“We want world leaders to hold polluters accountable,” Alexandria Villaseñor told the audience at the 10th annual Social Good Summit on Sept. 22, speaking on behalf of her fellow members of the Youth Climate Strike.
At 14 years old, Villaseñor is one of the youngest members of the global climate strike. She is the co-founder of US Youth Climate Strike and founder of Earth Uprising, a youth-led climate organization.
On Friday, Villaseñor attended the climate strike in New York City, but it wasn’t her first time. “I’ve been on climate strike every Friday for the past 41 weeks in front of the UN headquarters,” Villaseñor said on the Summit stage.
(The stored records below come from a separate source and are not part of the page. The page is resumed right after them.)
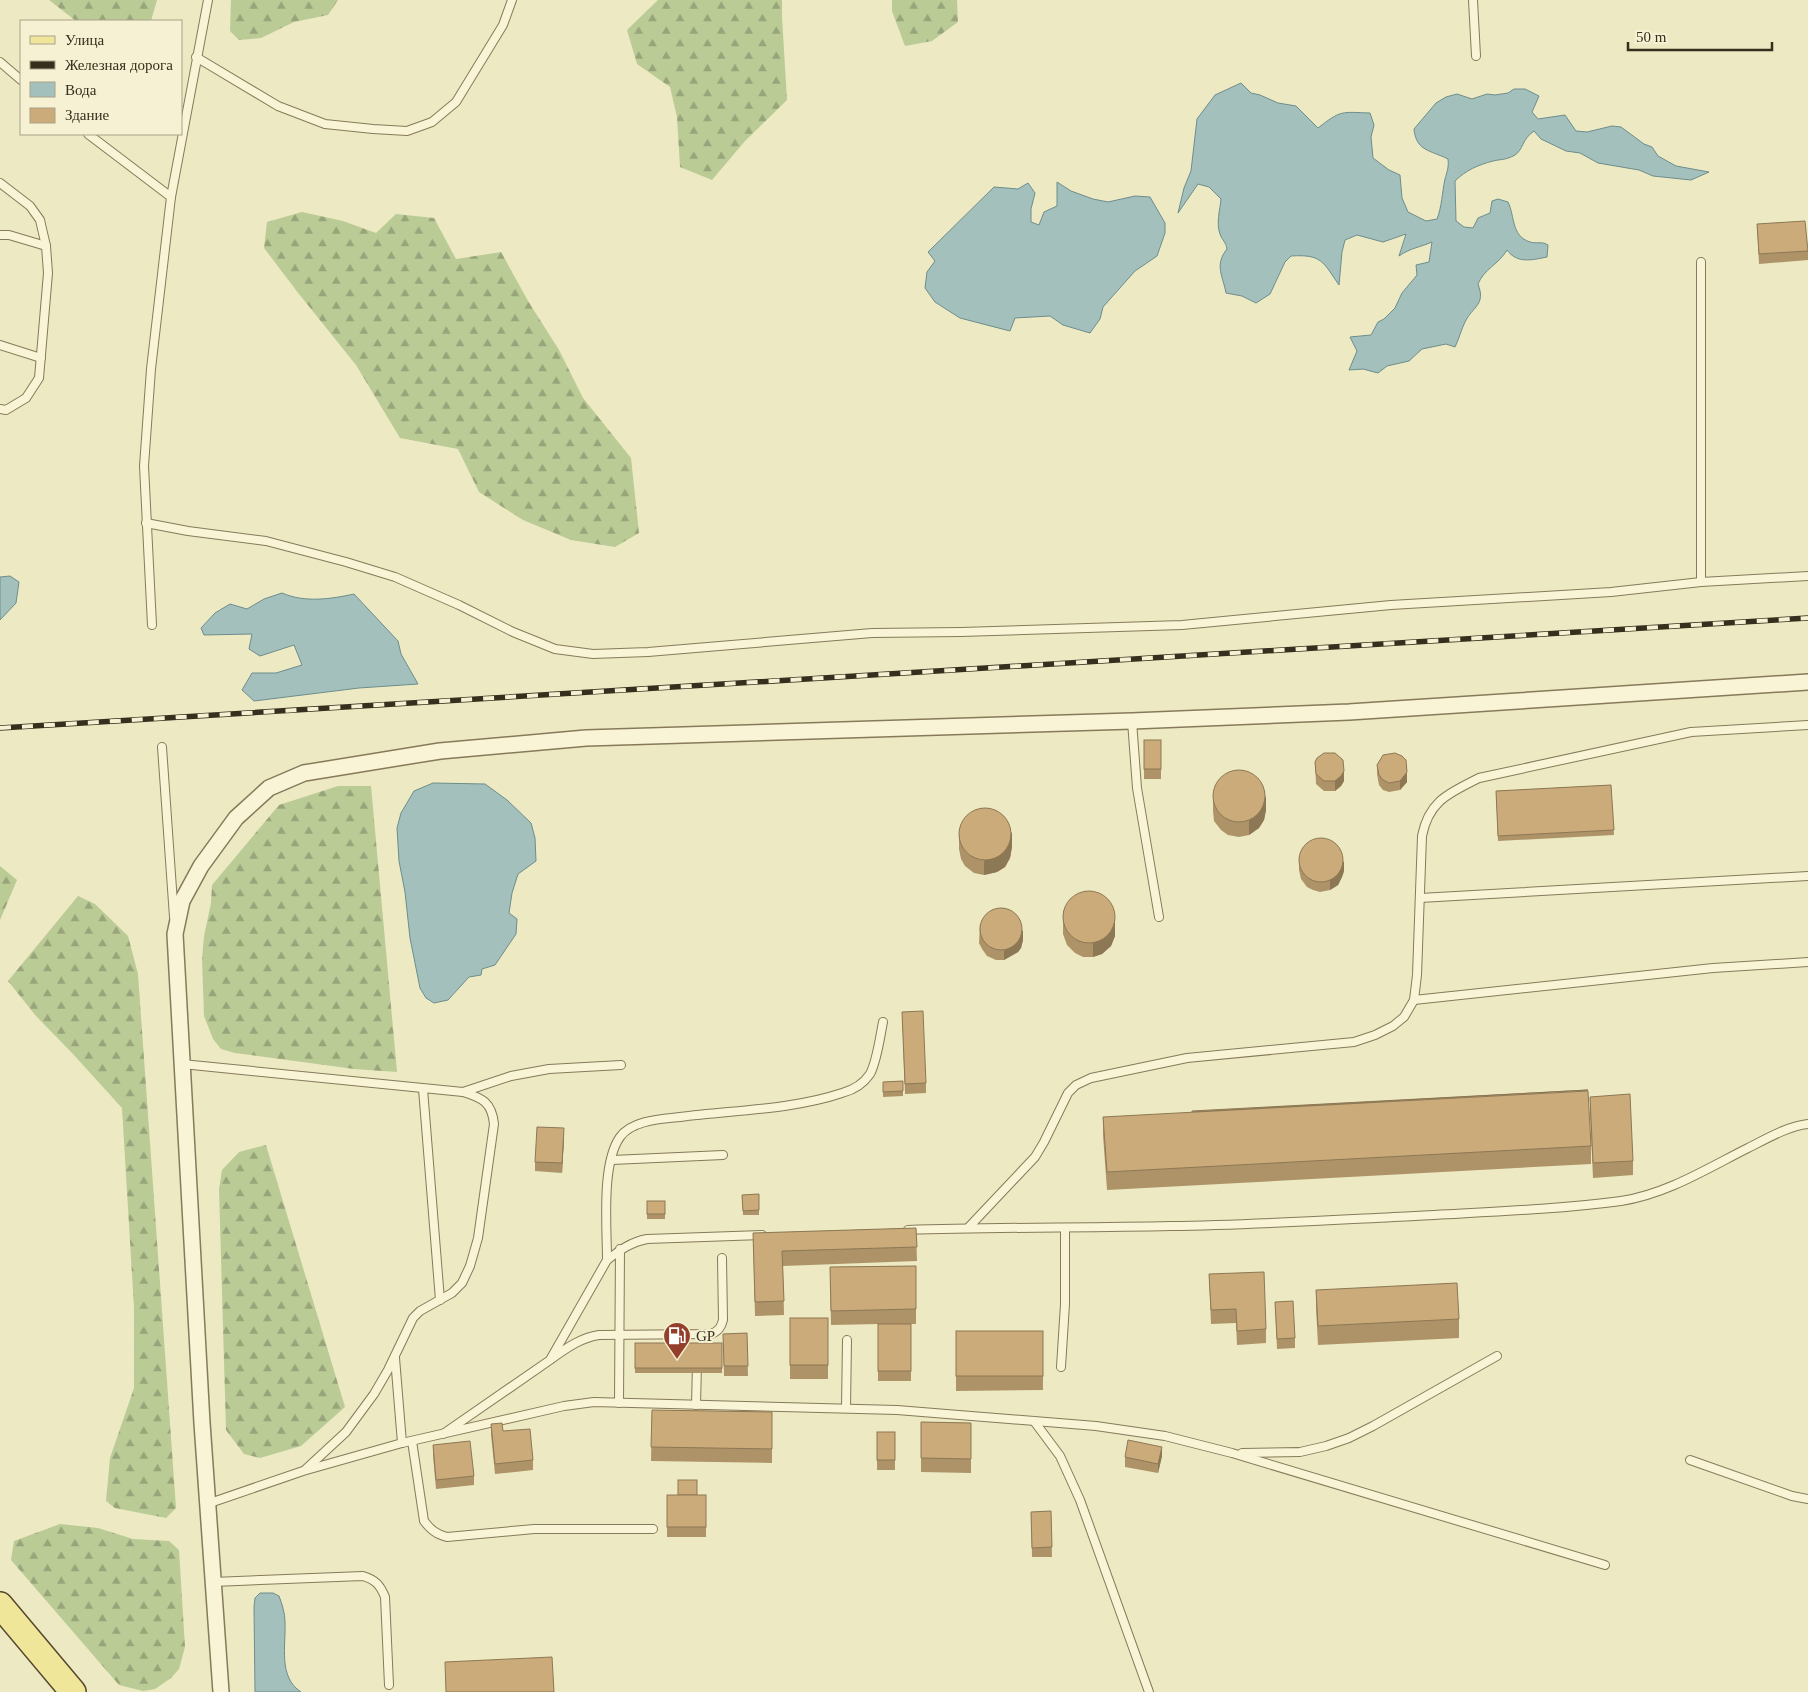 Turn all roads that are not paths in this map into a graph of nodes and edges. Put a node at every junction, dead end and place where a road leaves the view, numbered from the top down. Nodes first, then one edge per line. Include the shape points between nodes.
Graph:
1 (208, 0) edge
2 (512, 0) edge
3 (1473, 0) edge
4 (1476, 56) dead end
5 (196, 57) junction
6 (0, 62) edge
7 (20, 79) edge
8 (89, 135) edge
9 (0, 183) edge
10 (171, 197) junction
11 (0, 235) edge
12 (46, 246) junction
13 (1701, 262) dead end
14 (0, 345) edge
15 (41, 358) junction
16 (0, 408) edge
17 (146, 523) junction
18 (1808, 576) edge
19 (1701, 582) junction
20 (152, 625) dead end
21 (1808, 682) edge
22 (1132, 721) junction
23 (1808, 725) edge
24 (162, 747) dead end
25 (1808, 876) edge
26 (1420, 898) junction
27 (1159, 917) dead end
28 (175, 934) junction
29 (1808, 962) edge
30 (1414, 1000) junction
31 (883, 1022) dead end
32 (182, 1064) junction
33 (621, 1065) dead end
34 (424, 1089) junction
35 (463, 1092) junction
36 (1808, 1124) edge
37 (723, 1155) dead end
38 (612, 1160) junction
39 (968, 1228) junction
40 (1065, 1228) junction
41 (900, 1230) edge
42 (773, 1234) edge
43 (620, 1249) junction
44 (722, 1258) dead end
45 (607, 1260) junction
46 (440, 1300) junction
47 (697, 1334) junction
48 (620, 1335) junction
49 (847, 1340) dead end
50 (697, 1343) edge
51 (697, 1352) edge
52 (1497, 1356) dead end
53 (395, 1357) junction
54 (550, 1360) junction
55 (1061, 1367) dead end
56 (619, 1403) junction
57 (696, 1405) junction
58 (846, 1408) junction
59 (1034, 1420) junction
60 (444, 1434) junction
61 (412, 1441) junction
62 (402, 1443) junction
63 (1232, 1453) junction
64 (1690, 1460) dead end
65 (303, 1471) junction
66 (1808, 1499) edge
67 (207, 1504) junction
68 (652, 1529) dead end
69 (1605, 1565) dead end
70 (213, 1582) junction
71 (0, 1605) edge
72 (220, 1675) junction
73 (389, 1685) dead end
74 (73, 1692) edge
75 (215, 1692) edge
76 (221, 1692) edge
77 (1149, 1692) edge

1 - 5 lane
2 - 5 lane via 503,25 456,102 432,122 407,130 326,124 278,106
3 - 4 lane
5 - 10 lane
6 - 7 lane
8 - 10 lane
9 - 12 lane via 30,206 40,220
10 - 17 lane via 149,398 144,466
11 - 12 lane
12 - 15 lane via 48,273
13 - 19 lane
14 - 15 lane
15 - 16 lane via 39,378 26,398 6,410
17 - 19 lane via 266,541 346,562 395,577 555,649 593,654 872,633 1182,625 1391,605 1611,592
17 - 20 lane
18 - 19 lane
21 - 22 street via 1350,712
22 - 27 lane via 1137,788
22 - 28 street via 586,738 440,751 304,772 269,788 236,818 201,866 182,901
23 - 26 lane via 1692,732 1479,778 1442,798 1431,810 1422,836
24 - 28 lane
25 - 26 lane
26 - 30 lane via 1418,975
28 - 32 street
29 - 30 lane via 1713,968
30 - 39 lane via 1404,1017 1392,1026 1354,1042 1187,1058 1091,1078 1076,1085 1068,1093 1035,1156
31 - 38 lane via 870,1074 856,1087 844,1093 792,1104 642,1124 621,1136
32 - 34 lane
32 - 67 street
33 - 35 lane via 549,1069 511,1076
34 - 35 lane
34 - 46 lane
35 - 46 lane via 485,1101 492,1111 494,1124 478,1238 470,1266 462,1283
36 - 40 lane via 1763,1140 1651,1194 1624,1200 1472,1213 1269,1223
37 - 38 lane
38 - 45 lane via 607,1195
39 - 40 lane
39 - 41 lane
40 - 55 lane
42 - 43 lane via 647,1239
43 - 45 lane
43 - 48 lane
44 - 47 lane via 721,1327 711,1334
45 - 54 lane
46 - 53 lane via 413,1318
47 - 48 lane
47 - 50 lane
48 - 54 lane via 589,1336
48 - 56 lane
49 - 58 lane
51 - 57 lane
52 - 63 lane via 1349,1438 1300,1452
53 - 62 lane
53 - 65 lane via 374,1394 346,1432
54 - 60 lane
56 - 57 lane
56 - 60 lane via 564,1406
57 - 58 lane
58 - 59 lane
59 - 63 lane via 1165,1436
59 - 77 lane via 1060,1456 1080,1500
60 - 61 lane
61 - 62 lane
61 - 68 lane via 424,1521 436,1534 447,1537 534,1529
62 - 65 lane
63 - 69 lane
64 - 66 lane
65 - 67 lane
67 - 70 street
70 - 72 street
70 - 73 lane via 363,1576 374,1579 385,1597
71 - 74 main road
72 - 75 street
72 - 76 street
Villaseñor has been a climate activist ever since she was impacted by the 2018 Camp Fire in Paradise, California. “I saw the connection between California’s wildfires and climate change,” she said, speaking alongside Elizabeth Yeampierre, co-chair of Climate Justice Alliance and environmental activist, and Nandita Raghuram, Social Good editor at Mashable.
After the Camp Fire, Villaseñor was inspired by fellow youth activist Greta Thunberg to join the fight and demand action on climate change.
Villaseñor’s biggest goal is to see meaningful climate action taken by world leaders. For her, this means pollution reduction and consequences for the people who are actively polluting the planet.
As the youth climate movement gains speed, Villaseñor knows that students don’t have to bear the brunt of the fight. “Adults are able to amplify students’ messages,” she said, speaking about older generations. “What I would like to see from them is their help and their advocating for us.”
Villaseñor recognizes that the climate movement needs to be intersectional. “I do think that people of color need to be the ones leading this movement because they’re experiencing the effects,” said Villaseñor. Frontline communities are disproportionately made up of people of color, and Villaseñor wants to make sure that they’re not only educated on climate change but understand what they can do to combat it and welcomed to do so.
As more and more people around the world get involved in combating climate change, Villaseñor feels more optimistic about the future. “When OPEC call the [Fridays for Future] movement the number one threat to the oil industry, you really can see how the movement has created a difference,” she said.
As a student, participating in the fight against climate change allows Villaseñor to make a real difference. “I’m only 14, I can’t vote for four years,” she said. Until then, she plans to enact change in other ways.